In this role, you will be responsible for ensuring the security, compliance, and resilience of our infrastructure and applications. You will work closely with cross-functional teams to monitor, respond to, and remediate security incidents across our cloud-native ecosystem.
Responsibilities:
Security Monitoring & Incident Response
- Oversee and respond to alerts from AWS GuardDuty, ensuring timely investigation and remediation of incidents.
- Execute security playbooks to handle alerts, and enhance them based on evolving threats and operational insights.
Vulnerability & Patch Management
- Coordinate the identification and application of security patches across GitLab, AWS, and Kubernetes components.
- Ensure that our infrastructure remains resilient to new vulnerabilities through regular patch cycles and proactive risk assessments.
Log Analysis & SIEM Management
- Conduct weekly SIEM reviews to analyze security logs, detect anomalies, and escalate issues as necessary.
- Collaborate with the SecOps team to refine monitoring strategies and alerting thresholds.
Reporting & Documentation
- Prepare monthly SecOps reports summarizing incident trends, response actions, and areas for improvement.
- Maintain and update documentation related to security processes, incident response, and playbooks.
Collaboration & Continuous Improvement
- Work closely with development, operations, and other security teams to integrate security best practices into CI/CD pipelines and cloud deployments.
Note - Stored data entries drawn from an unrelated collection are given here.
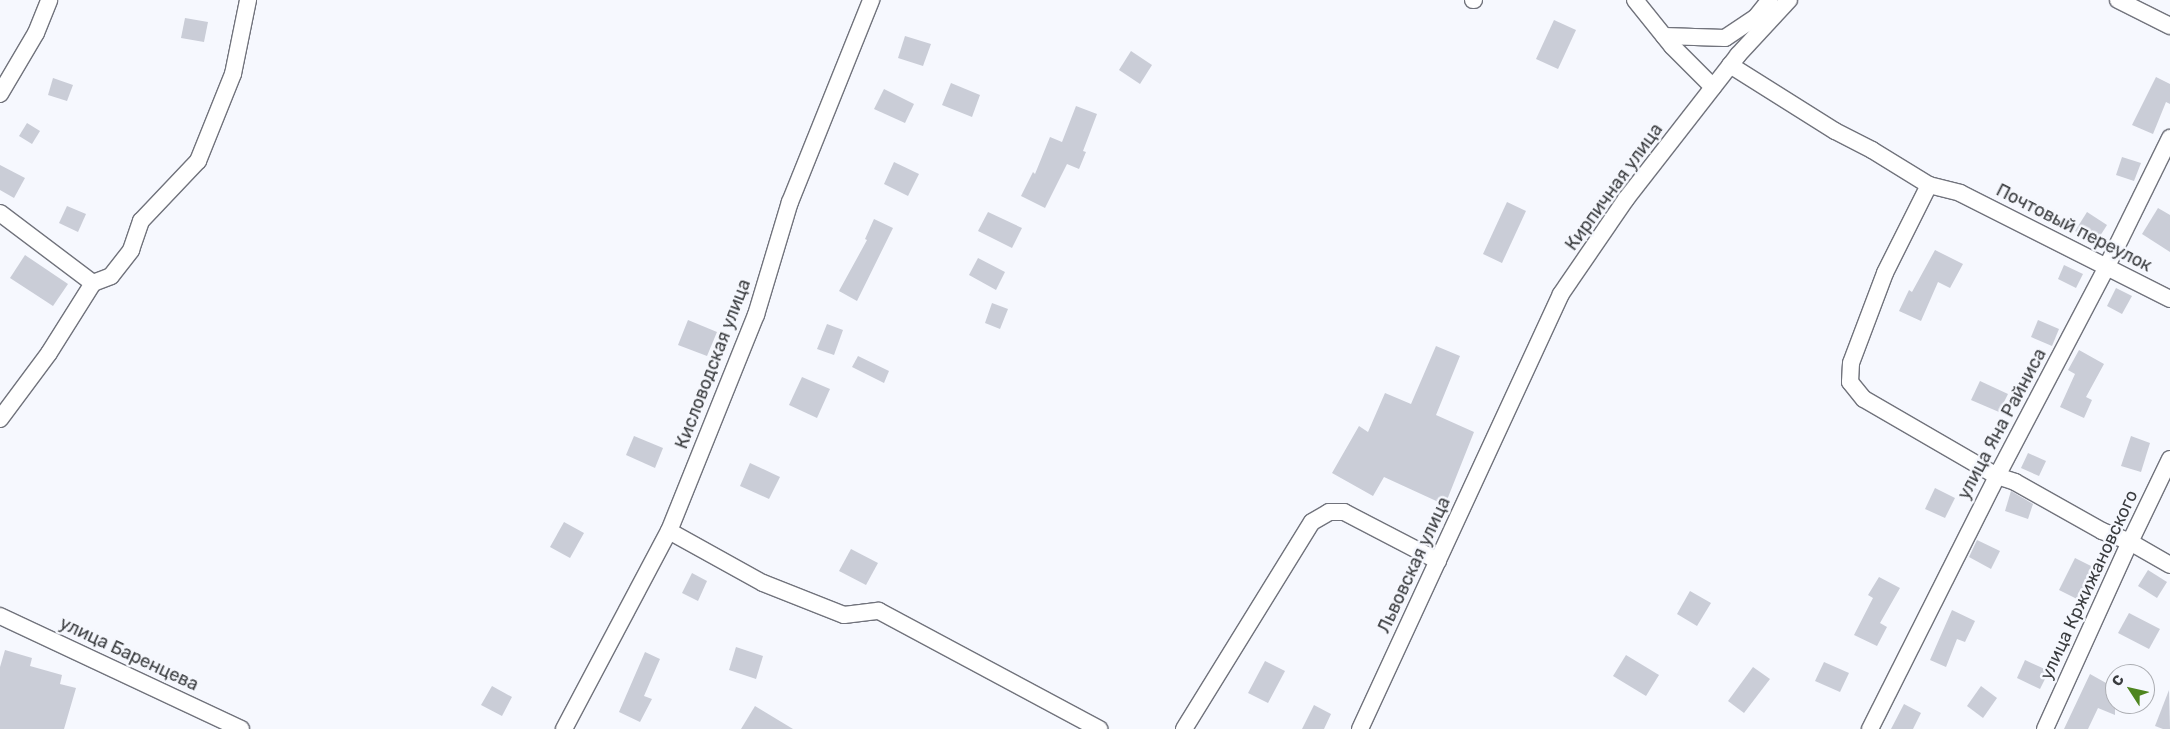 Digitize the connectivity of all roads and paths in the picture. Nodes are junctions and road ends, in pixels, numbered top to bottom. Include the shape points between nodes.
1 (49, 0) edge
2 (248, 0) edge
3 (871, 0) edge
4 (1636, 0) edge
5 (1770, 0) edge
6 (1790, 0) edge
7 (2118, 0) edge
8 (2170, 26) edge
9 (1664, 36) junction
10 (1730, 65) junction
11 (1713, 87) junction
12 (0, 94) edge
13 (2170, 138) edge
14 (1929, 185) junction
15 (0, 213) edge
16 (2106, 268) junction
17 (93, 283) junction
18 (2170, 299) edge
19 (1503, 418) joint
20 (0, 419) edge
21 (2170, 459) edge
22 (1997, 476) junction
23 (669, 531) junction
24 (2130, 542) junction
25 (1438, 561) junction
26 (2170, 565) edge
27 (0, 616) edge
28 (241, 729) edge
29 (564, 729) edge
30 (1099, 729) edge
31 (1184, 729) edge
32 (1360, 729) edge
33 (1870, 729) edge
34 (2045, 729) edge

1 - 12 street via 36,33
2 - 17 street via 233,74 198,161 142,221 131,250 111,276
3 - 23 street, Кисловодская улица via 790,202 756,315
4 - 9 street
5 - 9 street via 1756,17 1725,38
6 - 10 street, Кирпичная улица
7 - 8 street
9 - 11 street
10 - 11 street, Кирпичная улица
10 - 14 street, Почтовый переулок
11 - 19 street, Кирпичная улица via 1626,199 1561,294
13 - 16 street, улица Яна Райниса
14 - 16 street, Почтовый переулок via 1960,193
14 - 22 street via 1885,273 1851,363 1850,382 1864,399
15 - 17 street
16 - 18 street, Почтовый переулок
16 - 22 street, улица Яна Райниса
17 - 20 street via 49,353
19 - 25 street, Львовская улица
21 - 24 street, улица Кржижановского
22 - 24 street via 2015,482 2102,531
22 - 33 street, улица Яна Райниса
23 - 29 street, Кисловодская улица
23 - 30 street via 763,582 844,615 879,611
24 - 26 street
24 - 34 street, улица Кржижановского
25 - 31 street via 1344,512 1328,512 1312,522
25 - 32 street, Львовская улица
27 - 28 street, улица Баренцева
- Proactively contribute to security strategy discussions, sharing insights and recommendations for enhanced security posture.
Requirements:
- Proven experience managing cloud security, particularly within AWS environments (including GuardDuty, IAM, and other AWS security services).
- Solid background in securing Kubernetes clusters (preferably on EKS) including experience with container security best practices.
- Experience with SIEM tools and log analysis for threat detection.
- Proficiency in applying security patches and vulnerability management across cloud and containerized environments.
- Familiarity with CI/CD pipelines (GitLab or equivalent) and integrating security into DevOps practices.
- Hands-on experience with incident response, including following and refining security playbooks.
- Working knowledge of networking, encryption, and other fundamental security concepts.
- Security certifications for AWS (such as AWS Certified Security Specialty) and Kubernetes (such as Certified Kubernetes Security Specialist or equivalent) are highly desirable.